◆ **Task item**: Find the word "tunnel" in the records below. List each line containing it.

Stored entries:
# # #

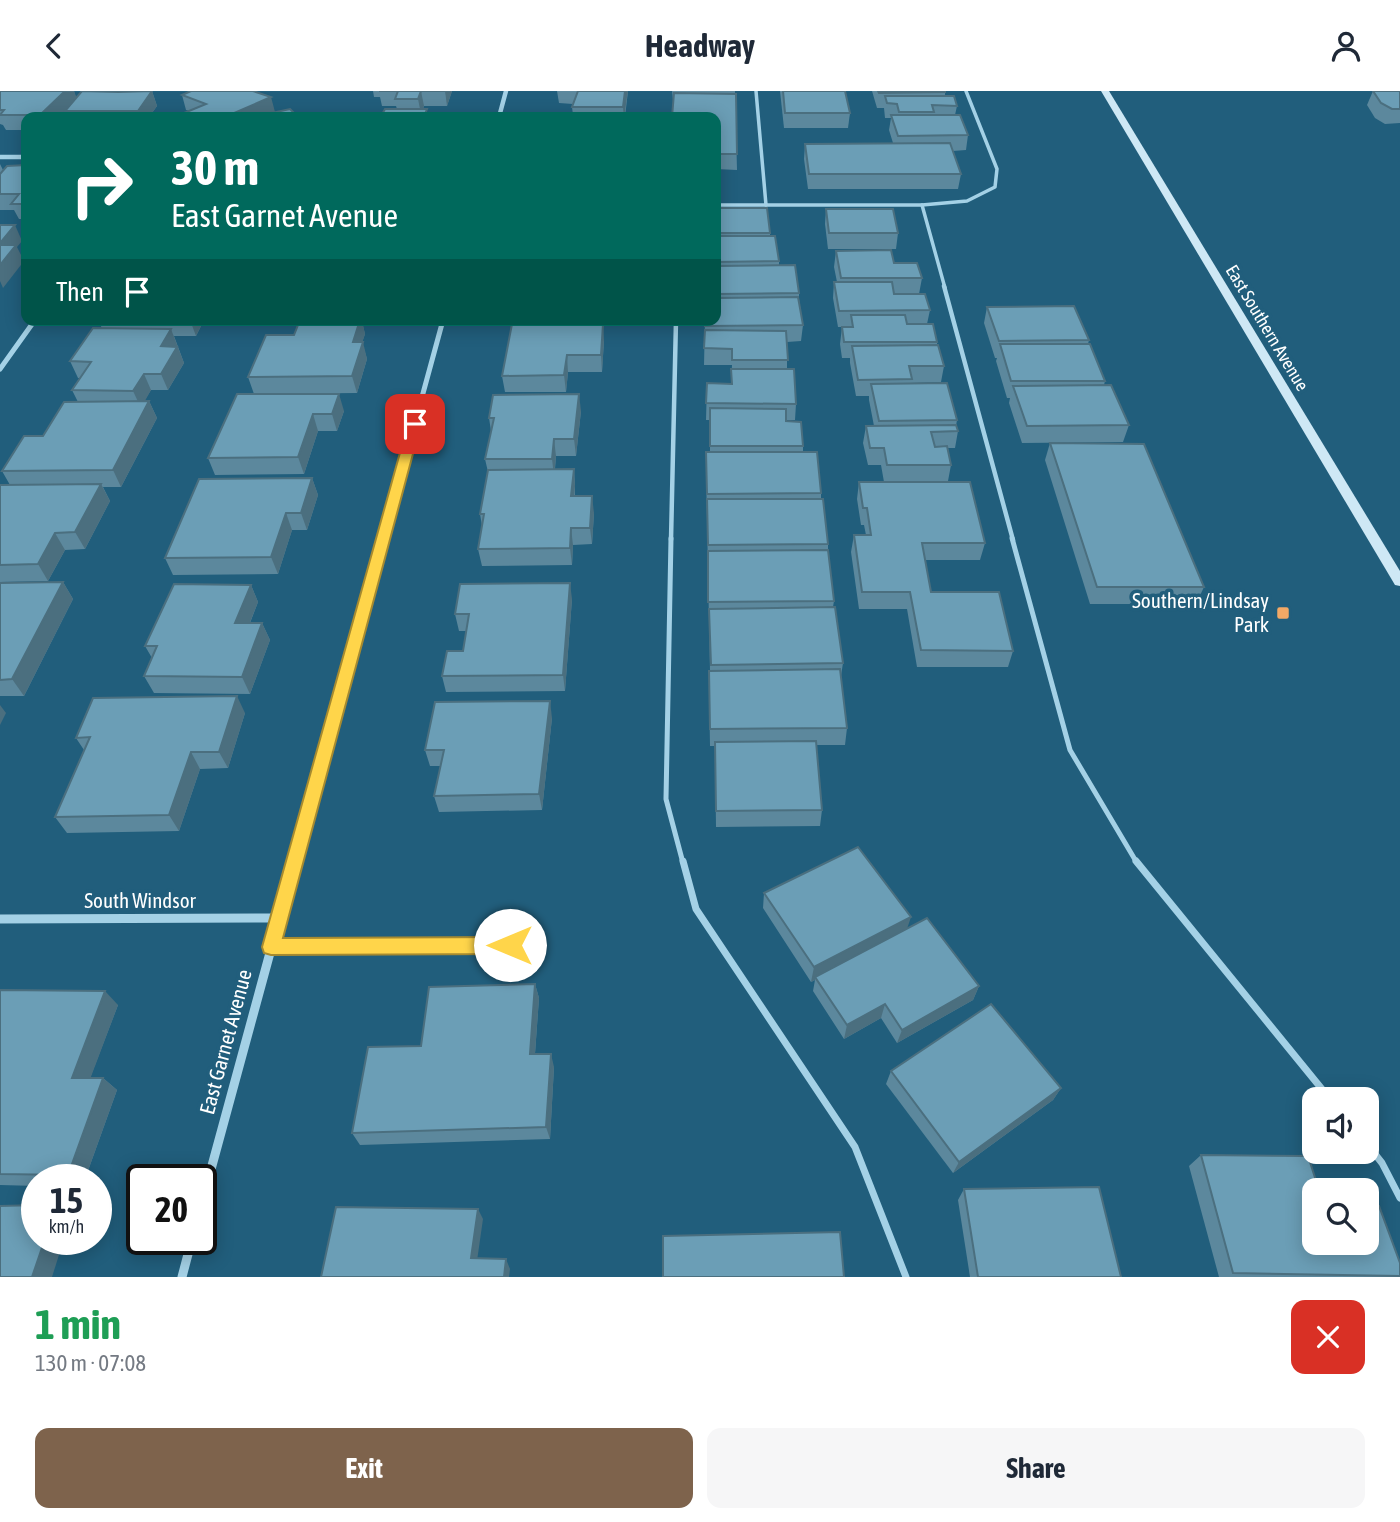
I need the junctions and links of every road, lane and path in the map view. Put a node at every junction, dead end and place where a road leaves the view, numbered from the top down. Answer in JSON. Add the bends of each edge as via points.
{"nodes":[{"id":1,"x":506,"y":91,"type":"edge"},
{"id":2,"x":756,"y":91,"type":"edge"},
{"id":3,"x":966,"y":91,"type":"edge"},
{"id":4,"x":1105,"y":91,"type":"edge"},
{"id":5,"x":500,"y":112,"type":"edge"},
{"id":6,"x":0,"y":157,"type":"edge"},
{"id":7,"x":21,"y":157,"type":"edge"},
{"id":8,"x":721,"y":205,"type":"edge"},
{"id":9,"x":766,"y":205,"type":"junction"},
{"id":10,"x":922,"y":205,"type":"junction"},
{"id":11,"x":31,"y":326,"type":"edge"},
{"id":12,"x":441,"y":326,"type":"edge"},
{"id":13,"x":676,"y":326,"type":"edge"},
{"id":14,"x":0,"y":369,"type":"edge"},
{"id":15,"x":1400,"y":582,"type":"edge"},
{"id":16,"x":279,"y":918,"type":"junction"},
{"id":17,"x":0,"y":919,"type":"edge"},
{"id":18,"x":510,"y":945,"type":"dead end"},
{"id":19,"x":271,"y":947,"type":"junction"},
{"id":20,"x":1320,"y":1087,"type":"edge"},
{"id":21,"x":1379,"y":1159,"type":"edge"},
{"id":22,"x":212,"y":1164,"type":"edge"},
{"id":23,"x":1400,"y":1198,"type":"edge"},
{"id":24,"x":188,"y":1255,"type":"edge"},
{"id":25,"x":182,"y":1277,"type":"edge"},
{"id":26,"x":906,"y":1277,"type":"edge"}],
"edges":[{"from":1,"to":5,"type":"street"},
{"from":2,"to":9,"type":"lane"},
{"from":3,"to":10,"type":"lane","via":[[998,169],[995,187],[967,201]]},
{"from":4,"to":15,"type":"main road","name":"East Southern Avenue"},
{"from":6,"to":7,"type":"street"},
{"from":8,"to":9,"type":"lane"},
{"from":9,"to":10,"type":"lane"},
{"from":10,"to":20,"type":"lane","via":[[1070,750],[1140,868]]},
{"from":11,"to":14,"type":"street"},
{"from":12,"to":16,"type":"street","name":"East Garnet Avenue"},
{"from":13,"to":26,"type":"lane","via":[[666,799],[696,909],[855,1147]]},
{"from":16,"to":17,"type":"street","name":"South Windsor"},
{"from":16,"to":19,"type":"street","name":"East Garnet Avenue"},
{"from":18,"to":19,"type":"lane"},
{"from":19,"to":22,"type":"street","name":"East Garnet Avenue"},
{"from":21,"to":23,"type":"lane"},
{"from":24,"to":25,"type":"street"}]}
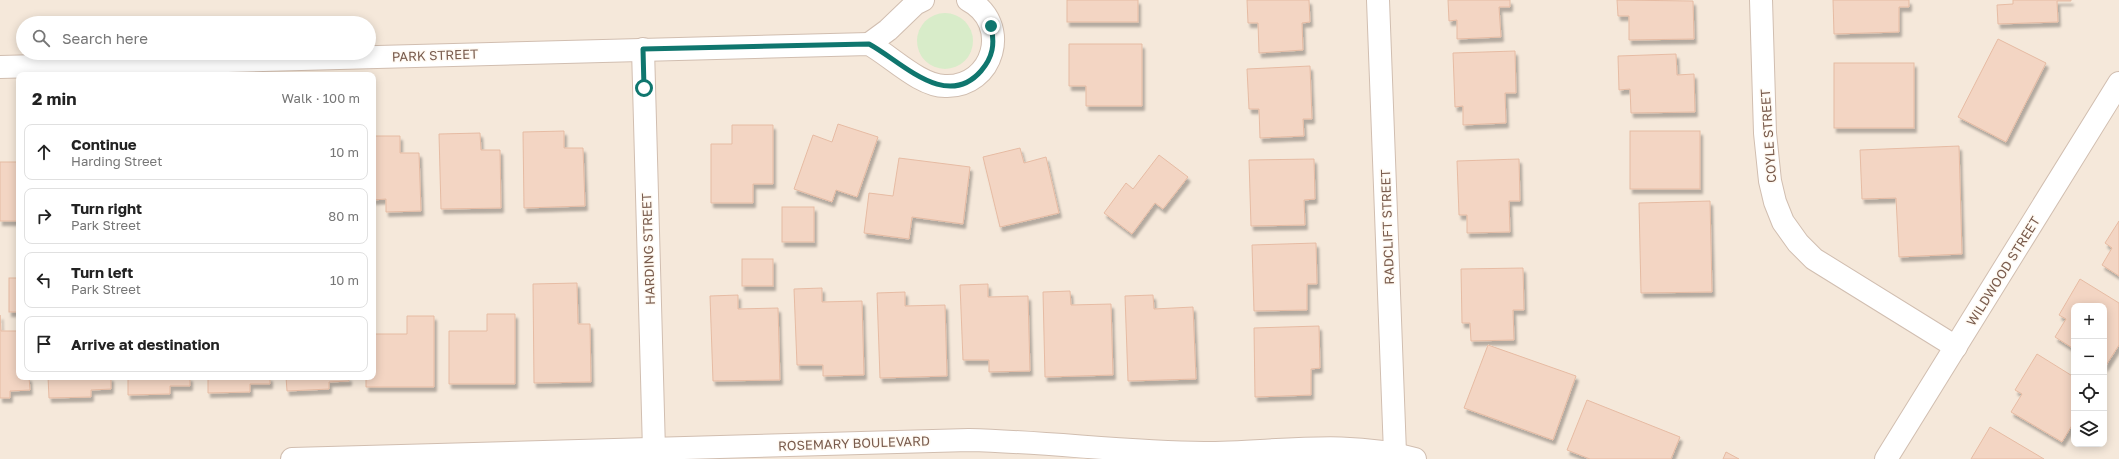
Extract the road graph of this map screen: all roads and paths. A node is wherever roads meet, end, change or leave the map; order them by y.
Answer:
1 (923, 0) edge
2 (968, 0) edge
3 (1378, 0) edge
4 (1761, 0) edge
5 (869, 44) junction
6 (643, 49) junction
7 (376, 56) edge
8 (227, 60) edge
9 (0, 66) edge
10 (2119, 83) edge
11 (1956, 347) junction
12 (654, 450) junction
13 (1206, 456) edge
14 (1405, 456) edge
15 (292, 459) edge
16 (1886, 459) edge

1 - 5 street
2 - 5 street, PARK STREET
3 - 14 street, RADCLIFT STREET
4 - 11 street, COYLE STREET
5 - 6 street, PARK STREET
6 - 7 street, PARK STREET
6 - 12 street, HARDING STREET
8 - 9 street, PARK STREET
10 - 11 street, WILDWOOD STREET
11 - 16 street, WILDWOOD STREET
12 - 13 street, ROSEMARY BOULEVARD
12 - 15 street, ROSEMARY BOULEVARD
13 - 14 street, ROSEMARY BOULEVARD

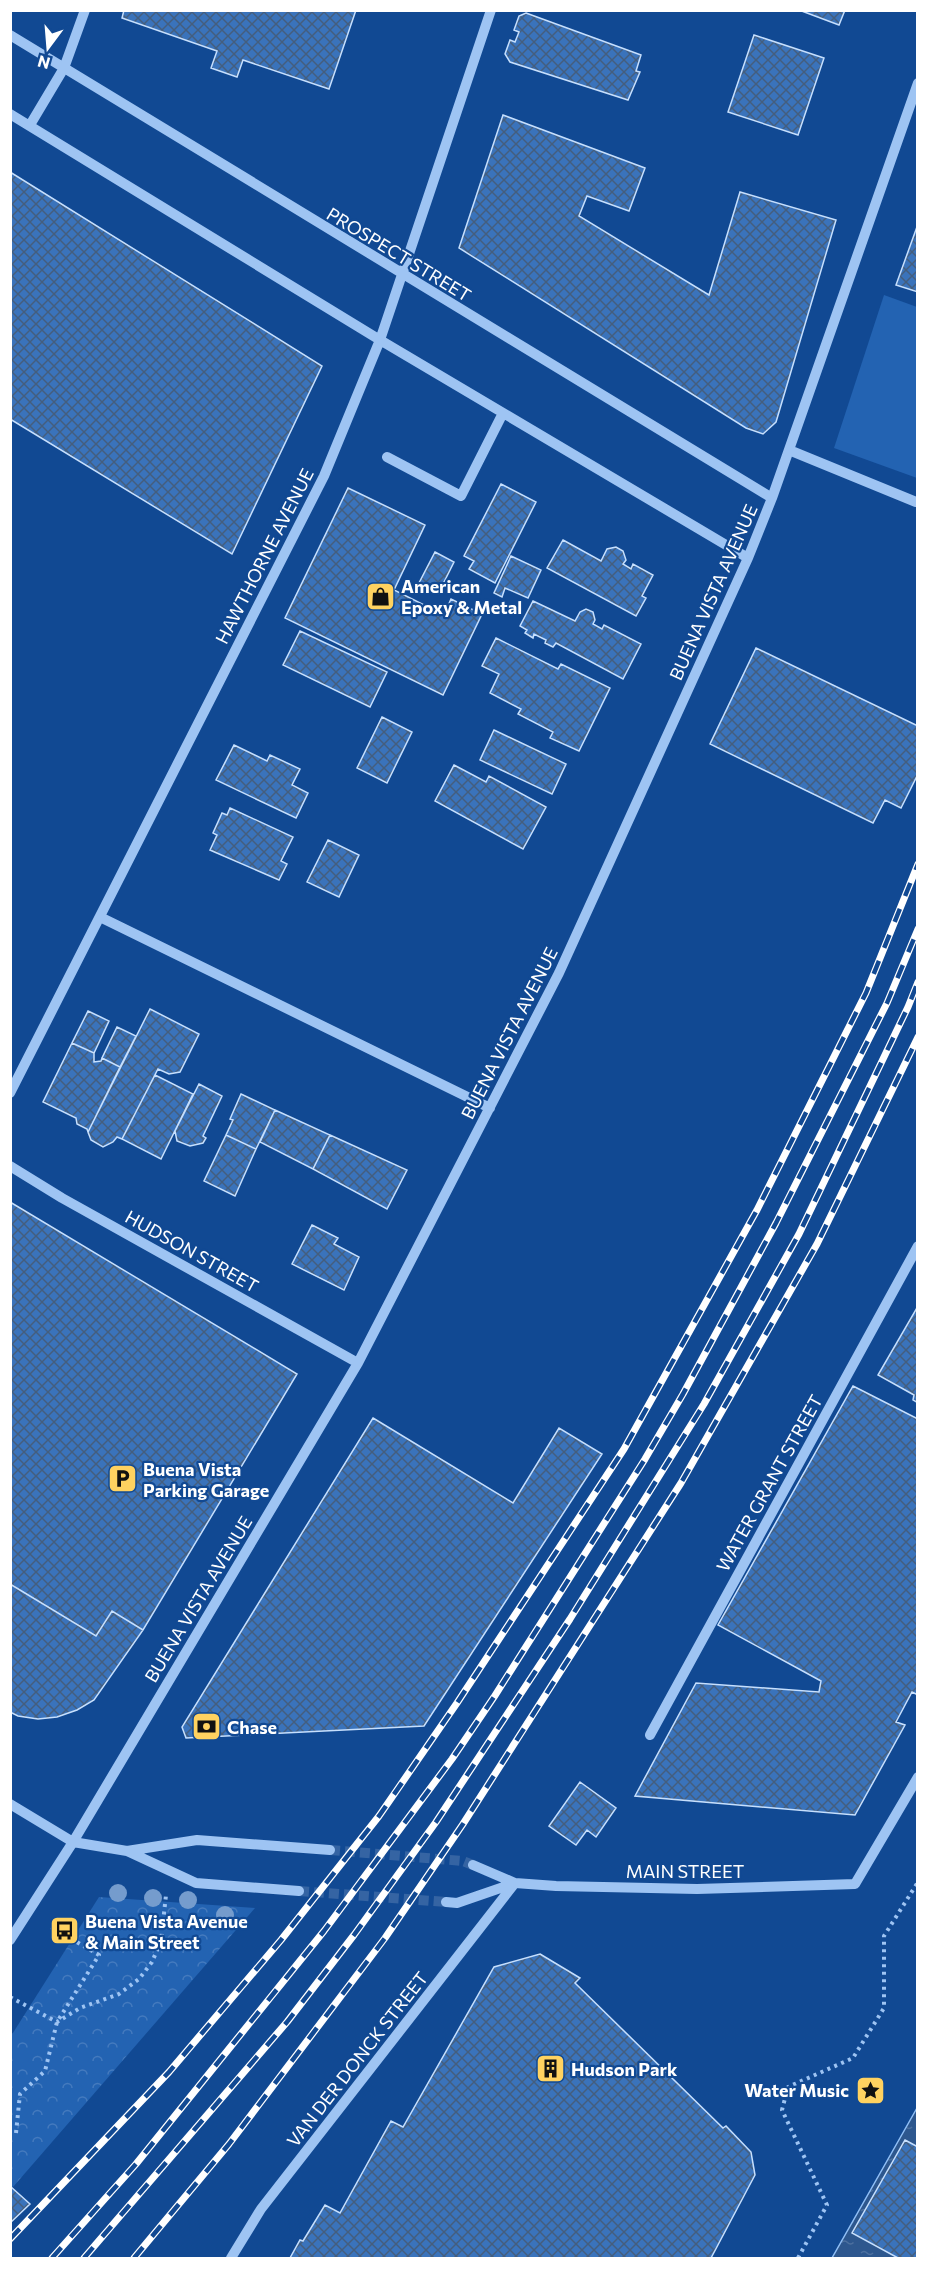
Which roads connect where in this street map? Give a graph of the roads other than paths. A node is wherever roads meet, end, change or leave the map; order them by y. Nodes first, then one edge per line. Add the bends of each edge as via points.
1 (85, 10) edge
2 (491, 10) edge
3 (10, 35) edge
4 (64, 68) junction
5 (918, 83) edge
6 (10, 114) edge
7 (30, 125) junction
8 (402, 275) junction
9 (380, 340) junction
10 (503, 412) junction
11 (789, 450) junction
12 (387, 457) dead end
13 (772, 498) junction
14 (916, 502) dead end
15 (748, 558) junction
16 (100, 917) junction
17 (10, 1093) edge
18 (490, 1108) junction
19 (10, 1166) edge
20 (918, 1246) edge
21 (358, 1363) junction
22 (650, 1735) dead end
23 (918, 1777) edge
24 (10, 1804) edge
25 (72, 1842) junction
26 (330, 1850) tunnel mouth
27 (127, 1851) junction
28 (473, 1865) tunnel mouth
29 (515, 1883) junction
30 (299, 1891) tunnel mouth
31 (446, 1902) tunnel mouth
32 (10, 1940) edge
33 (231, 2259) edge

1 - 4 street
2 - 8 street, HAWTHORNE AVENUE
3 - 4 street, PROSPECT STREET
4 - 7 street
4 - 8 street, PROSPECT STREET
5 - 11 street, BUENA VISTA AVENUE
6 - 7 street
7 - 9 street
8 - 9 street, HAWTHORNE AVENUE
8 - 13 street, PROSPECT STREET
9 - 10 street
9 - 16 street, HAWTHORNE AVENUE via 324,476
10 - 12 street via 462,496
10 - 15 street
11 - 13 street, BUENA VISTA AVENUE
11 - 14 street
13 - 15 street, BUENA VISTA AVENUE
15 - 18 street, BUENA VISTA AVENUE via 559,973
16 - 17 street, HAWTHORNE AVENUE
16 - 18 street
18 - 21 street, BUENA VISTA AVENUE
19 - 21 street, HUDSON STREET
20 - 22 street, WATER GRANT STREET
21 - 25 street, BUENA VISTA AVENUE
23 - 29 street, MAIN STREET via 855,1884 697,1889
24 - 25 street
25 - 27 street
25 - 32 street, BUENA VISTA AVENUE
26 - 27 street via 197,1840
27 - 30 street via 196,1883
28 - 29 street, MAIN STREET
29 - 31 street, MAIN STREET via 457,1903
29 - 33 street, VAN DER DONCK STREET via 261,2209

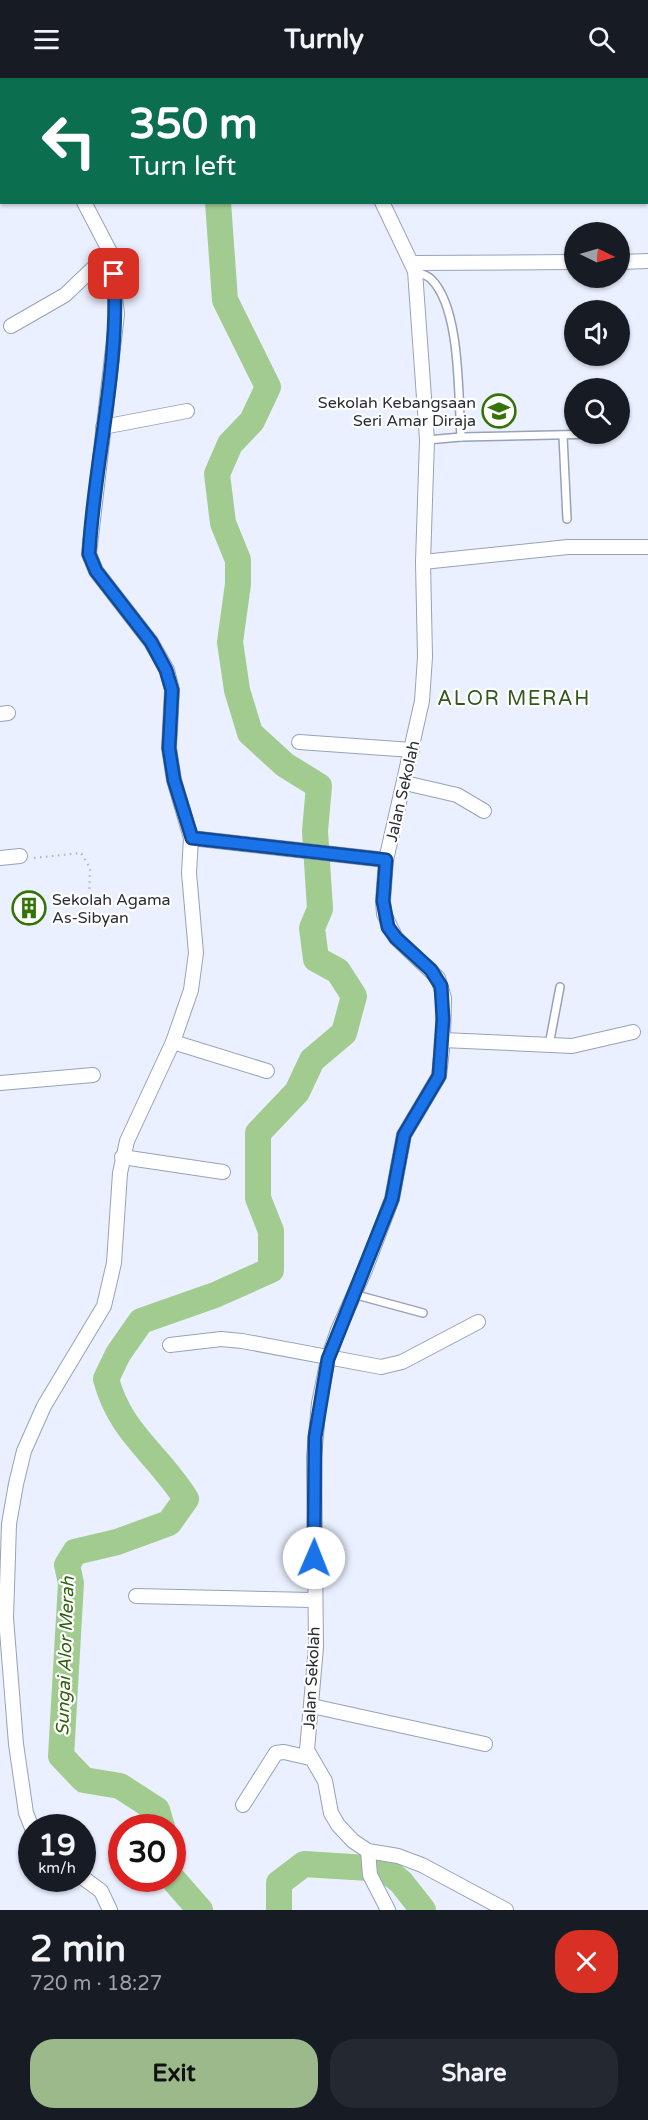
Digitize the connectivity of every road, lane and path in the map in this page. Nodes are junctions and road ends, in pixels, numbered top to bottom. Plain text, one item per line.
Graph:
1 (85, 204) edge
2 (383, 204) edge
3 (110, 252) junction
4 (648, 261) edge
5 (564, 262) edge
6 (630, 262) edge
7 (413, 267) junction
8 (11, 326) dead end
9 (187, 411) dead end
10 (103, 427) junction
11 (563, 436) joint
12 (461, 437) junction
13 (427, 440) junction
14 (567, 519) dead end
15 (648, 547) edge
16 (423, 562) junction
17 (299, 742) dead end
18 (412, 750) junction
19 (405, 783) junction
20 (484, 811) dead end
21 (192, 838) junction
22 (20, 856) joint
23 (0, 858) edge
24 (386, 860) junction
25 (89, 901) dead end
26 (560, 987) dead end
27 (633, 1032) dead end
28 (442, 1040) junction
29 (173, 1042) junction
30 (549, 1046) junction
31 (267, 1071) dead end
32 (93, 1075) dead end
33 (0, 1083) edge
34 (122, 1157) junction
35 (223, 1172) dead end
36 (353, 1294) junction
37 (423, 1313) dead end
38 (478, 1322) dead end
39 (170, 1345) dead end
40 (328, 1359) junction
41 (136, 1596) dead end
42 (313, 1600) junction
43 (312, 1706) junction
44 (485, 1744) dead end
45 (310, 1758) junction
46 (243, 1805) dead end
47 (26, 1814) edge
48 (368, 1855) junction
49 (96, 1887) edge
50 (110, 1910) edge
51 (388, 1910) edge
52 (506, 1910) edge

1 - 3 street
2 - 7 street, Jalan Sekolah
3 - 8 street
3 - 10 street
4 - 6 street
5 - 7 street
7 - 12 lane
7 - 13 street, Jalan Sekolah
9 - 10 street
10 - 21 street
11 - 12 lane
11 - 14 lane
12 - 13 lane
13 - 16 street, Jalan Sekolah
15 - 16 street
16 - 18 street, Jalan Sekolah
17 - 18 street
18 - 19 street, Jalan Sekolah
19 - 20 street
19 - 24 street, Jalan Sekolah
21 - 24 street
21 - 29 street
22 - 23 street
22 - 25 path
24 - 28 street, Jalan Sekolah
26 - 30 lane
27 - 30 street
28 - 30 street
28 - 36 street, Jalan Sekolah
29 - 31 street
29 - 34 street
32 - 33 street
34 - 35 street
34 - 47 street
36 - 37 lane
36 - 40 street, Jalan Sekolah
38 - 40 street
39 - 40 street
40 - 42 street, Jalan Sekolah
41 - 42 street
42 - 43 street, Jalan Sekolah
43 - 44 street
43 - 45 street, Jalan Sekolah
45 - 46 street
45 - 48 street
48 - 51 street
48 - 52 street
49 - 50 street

# # #

◆ **Your response**:
26 (330, 1850) tunnel mouth
28 (473, 1865) tunnel mouth
30 (299, 1891) tunnel mouth
31 (446, 1902) tunnel mouth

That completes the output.